• Task directions:
Locate the line that contains "Digitize the connectivity". Reproduce it and all following lines up to the end of the material, exactly and with nothing added.

• Extracted material:
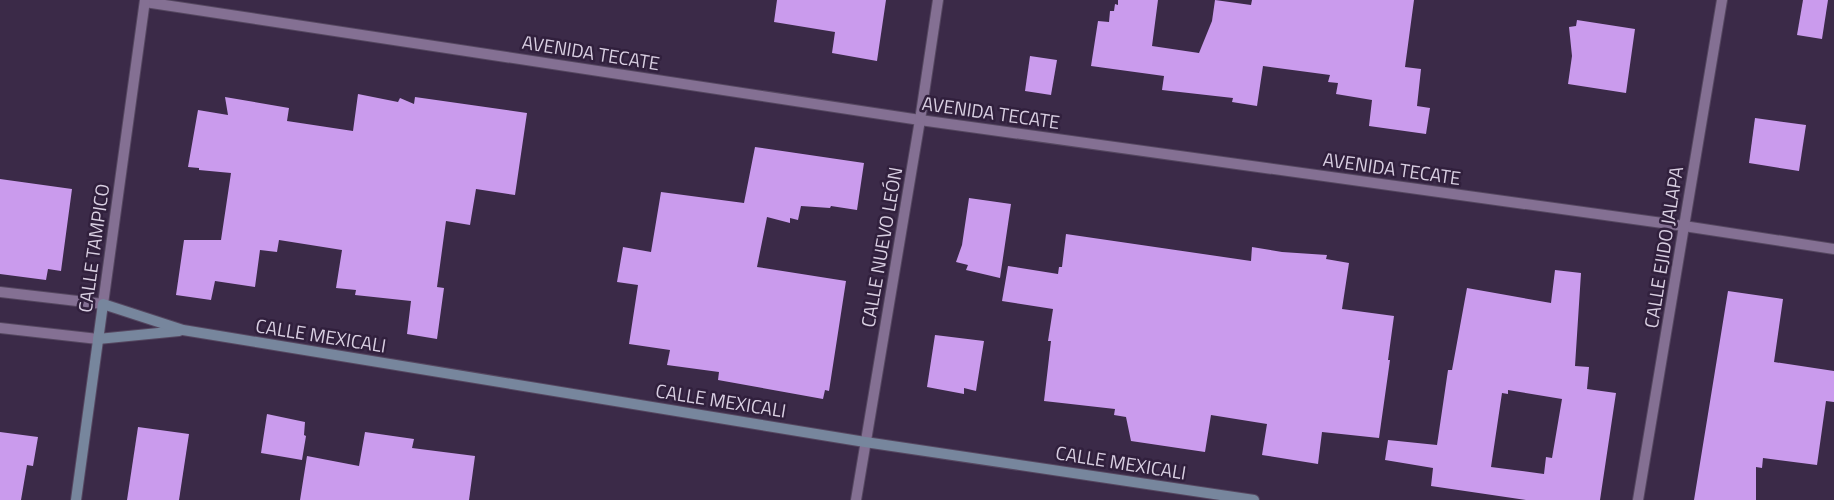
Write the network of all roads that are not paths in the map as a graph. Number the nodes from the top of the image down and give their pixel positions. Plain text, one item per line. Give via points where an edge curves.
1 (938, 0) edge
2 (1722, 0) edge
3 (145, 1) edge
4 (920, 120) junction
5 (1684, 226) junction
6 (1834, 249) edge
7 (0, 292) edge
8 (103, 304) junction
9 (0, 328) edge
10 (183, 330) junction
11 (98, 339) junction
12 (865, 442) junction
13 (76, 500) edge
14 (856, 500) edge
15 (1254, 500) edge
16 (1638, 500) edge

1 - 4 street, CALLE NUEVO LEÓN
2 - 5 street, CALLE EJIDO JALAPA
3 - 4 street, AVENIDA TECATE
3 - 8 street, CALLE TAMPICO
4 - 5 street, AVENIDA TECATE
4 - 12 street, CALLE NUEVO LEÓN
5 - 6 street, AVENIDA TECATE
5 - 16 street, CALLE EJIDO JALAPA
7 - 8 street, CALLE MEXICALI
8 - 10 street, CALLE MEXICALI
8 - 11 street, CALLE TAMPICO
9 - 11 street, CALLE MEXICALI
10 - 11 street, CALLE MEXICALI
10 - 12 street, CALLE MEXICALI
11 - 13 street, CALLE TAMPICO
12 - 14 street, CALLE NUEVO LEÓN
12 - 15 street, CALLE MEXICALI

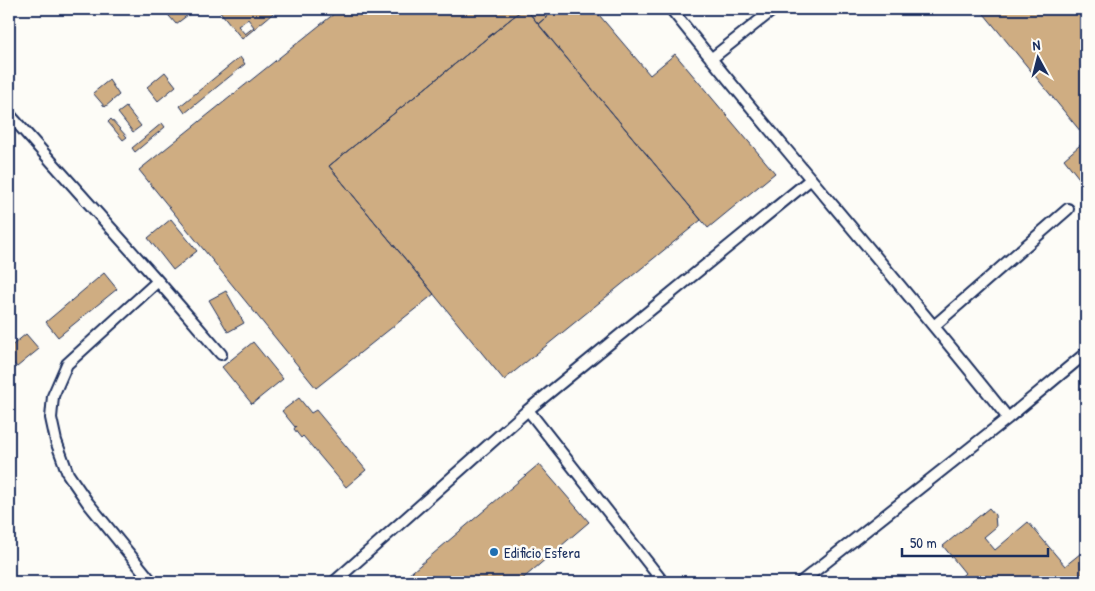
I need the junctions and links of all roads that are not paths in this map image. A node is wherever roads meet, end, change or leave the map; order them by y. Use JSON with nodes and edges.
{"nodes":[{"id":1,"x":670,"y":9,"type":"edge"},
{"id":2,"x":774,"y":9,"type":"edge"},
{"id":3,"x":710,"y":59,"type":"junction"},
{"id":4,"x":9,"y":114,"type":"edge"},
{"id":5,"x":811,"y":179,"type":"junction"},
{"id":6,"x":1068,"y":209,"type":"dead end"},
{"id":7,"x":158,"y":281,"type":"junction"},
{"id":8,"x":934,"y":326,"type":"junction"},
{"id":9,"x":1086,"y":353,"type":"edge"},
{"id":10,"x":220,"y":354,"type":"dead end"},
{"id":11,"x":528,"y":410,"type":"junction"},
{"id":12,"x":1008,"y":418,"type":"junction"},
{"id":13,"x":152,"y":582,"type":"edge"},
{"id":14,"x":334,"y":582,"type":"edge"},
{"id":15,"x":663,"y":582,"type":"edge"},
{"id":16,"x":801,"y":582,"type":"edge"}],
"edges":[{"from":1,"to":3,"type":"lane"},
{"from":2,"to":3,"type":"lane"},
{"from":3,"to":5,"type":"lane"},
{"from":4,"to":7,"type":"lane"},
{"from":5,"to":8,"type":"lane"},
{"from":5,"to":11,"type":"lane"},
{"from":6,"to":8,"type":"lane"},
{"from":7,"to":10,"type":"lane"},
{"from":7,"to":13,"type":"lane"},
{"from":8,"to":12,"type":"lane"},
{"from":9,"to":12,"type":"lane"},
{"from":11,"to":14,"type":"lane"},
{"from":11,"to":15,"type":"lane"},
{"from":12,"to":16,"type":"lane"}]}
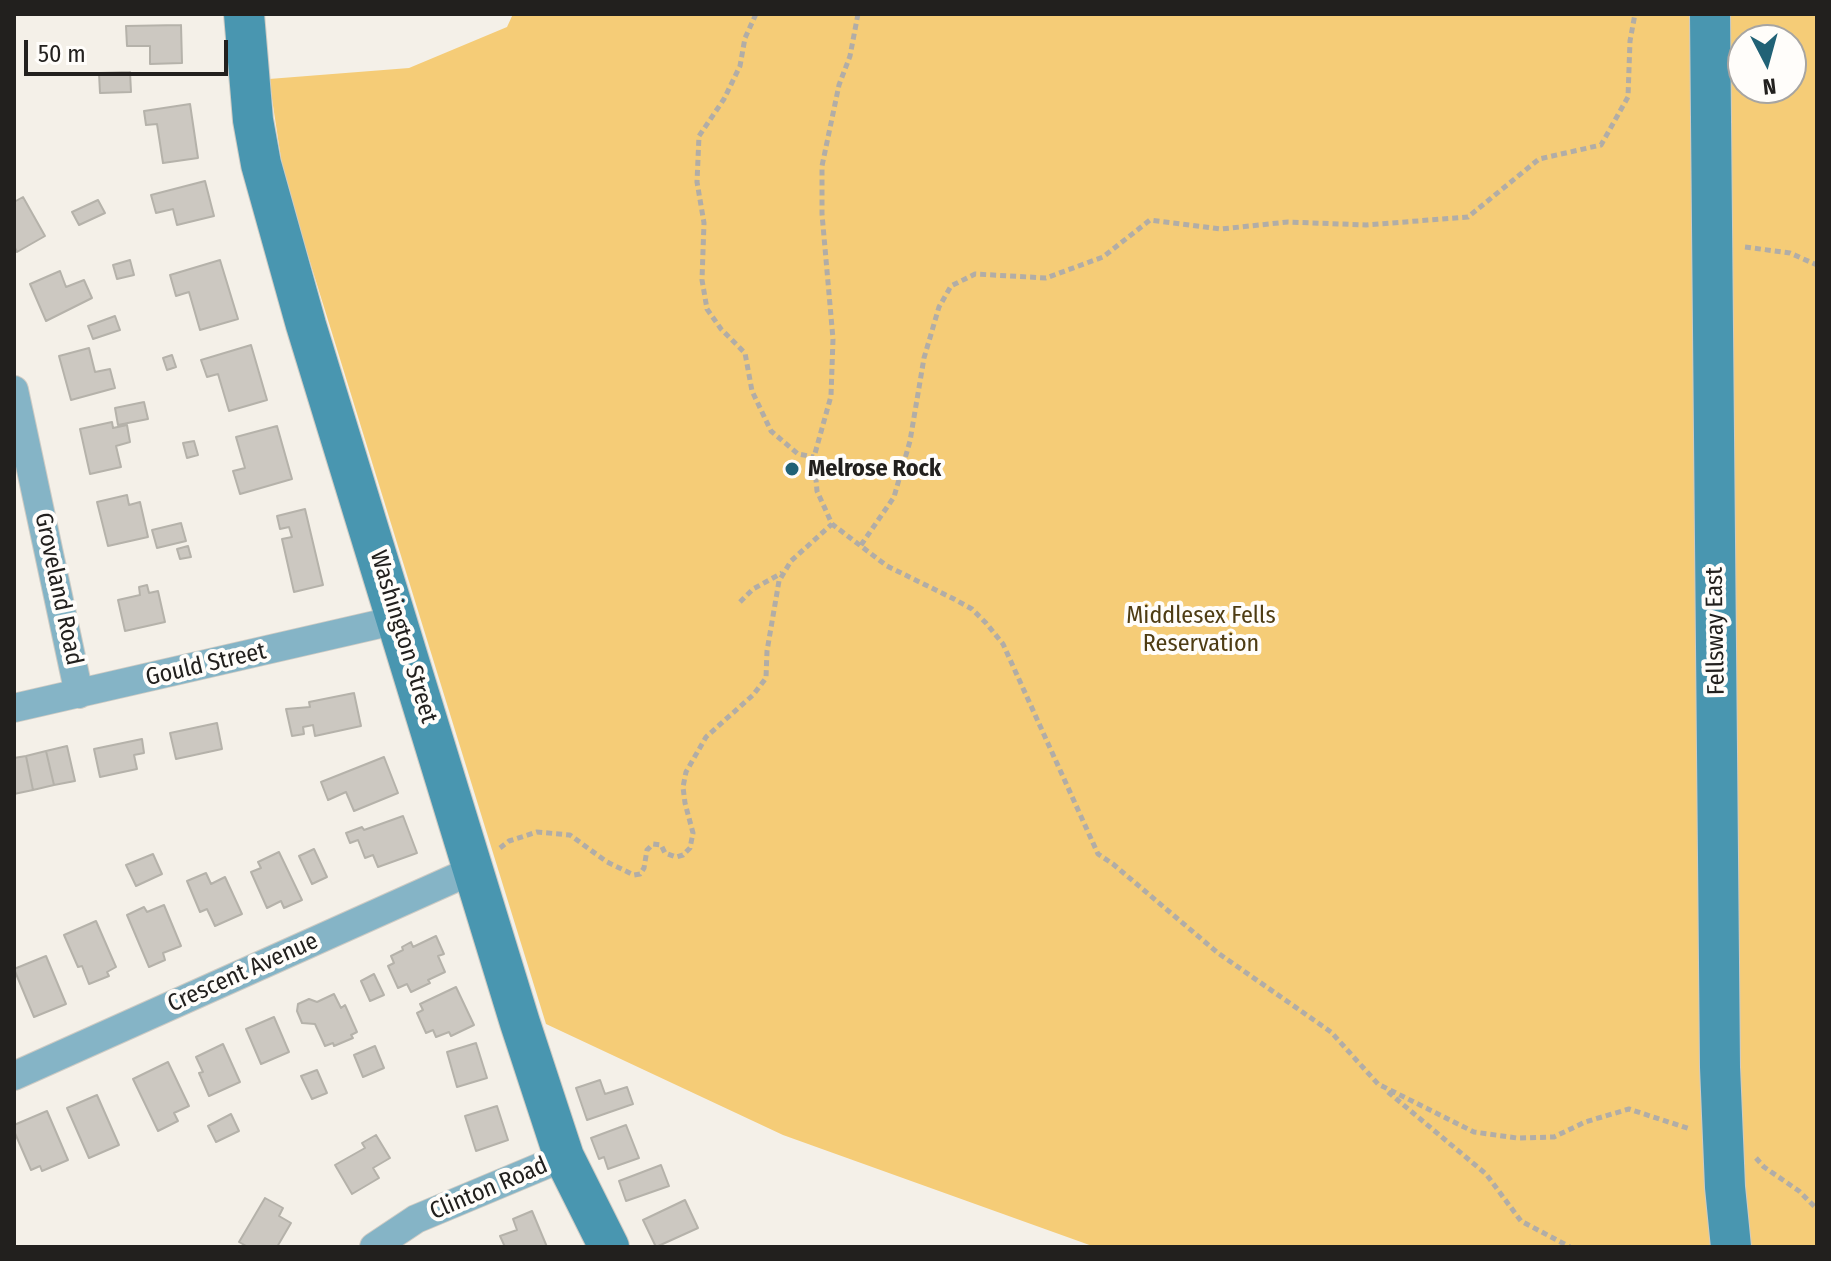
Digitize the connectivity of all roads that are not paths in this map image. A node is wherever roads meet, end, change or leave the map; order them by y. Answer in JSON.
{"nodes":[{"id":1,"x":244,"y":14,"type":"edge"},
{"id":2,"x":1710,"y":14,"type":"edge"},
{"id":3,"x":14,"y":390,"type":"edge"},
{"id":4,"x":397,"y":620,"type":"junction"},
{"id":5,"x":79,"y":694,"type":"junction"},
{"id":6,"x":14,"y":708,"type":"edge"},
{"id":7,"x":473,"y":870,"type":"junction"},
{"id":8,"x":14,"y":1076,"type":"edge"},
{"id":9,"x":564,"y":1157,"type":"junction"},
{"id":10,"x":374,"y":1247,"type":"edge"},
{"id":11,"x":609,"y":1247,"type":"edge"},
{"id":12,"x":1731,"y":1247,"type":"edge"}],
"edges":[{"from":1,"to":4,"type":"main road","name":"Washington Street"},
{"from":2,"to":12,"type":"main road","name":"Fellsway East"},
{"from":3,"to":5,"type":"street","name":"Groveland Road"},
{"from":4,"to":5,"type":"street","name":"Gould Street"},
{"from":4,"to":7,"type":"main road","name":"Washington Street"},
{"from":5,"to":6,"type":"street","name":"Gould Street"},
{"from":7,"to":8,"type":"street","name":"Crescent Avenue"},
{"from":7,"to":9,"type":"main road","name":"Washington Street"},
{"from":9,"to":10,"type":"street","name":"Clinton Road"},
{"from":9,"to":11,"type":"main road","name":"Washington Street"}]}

• Response area:
Digitize the connectivity of all roads that are not paths in this map image. A node is wherever roads meet, end, change or leave the map; order them by y. Answer in JSON.
{"nodes":[{"id":1,"x":244,"y":14,"type":"edge"},
{"id":2,"x":1710,"y":14,"type":"edge"},
{"id":3,"x":14,"y":390,"type":"edge"},
{"id":4,"x":397,"y":620,"type":"junction"},
{"id":5,"x":79,"y":694,"type":"junction"},
{"id":6,"x":14,"y":708,"type":"edge"},
{"id":7,"x":473,"y":870,"type":"junction"},
{"id":8,"x":14,"y":1076,"type":"edge"},
{"id":9,"x":564,"y":1157,"type":"junction"},
{"id":10,"x":374,"y":1247,"type":"edge"},
{"id":11,"x":609,"y":1247,"type":"edge"},
{"id":12,"x":1731,"y":1247,"type":"edge"}],
"edges":[{"from":1,"to":4,"type":"main road","name":"Washington Street"},
{"from":2,"to":12,"type":"main road","name":"Fellsway East"},
{"from":3,"to":5,"type":"street","name":"Groveland Road"},
{"from":4,"to":5,"type":"street","name":"Gould Street"},
{"from":4,"to":7,"type":"main road","name":"Washington Street"},
{"from":5,"to":6,"type":"street","name":"Gould Street"},
{"from":7,"to":8,"type":"street","name":"Crescent Avenue"},
{"from":7,"to":9,"type":"main road","name":"Washington Street"},
{"from":9,"to":10,"type":"street","name":"Clinton Road"},
{"from":9,"to":11,"type":"main road","name":"Washington Street"}]}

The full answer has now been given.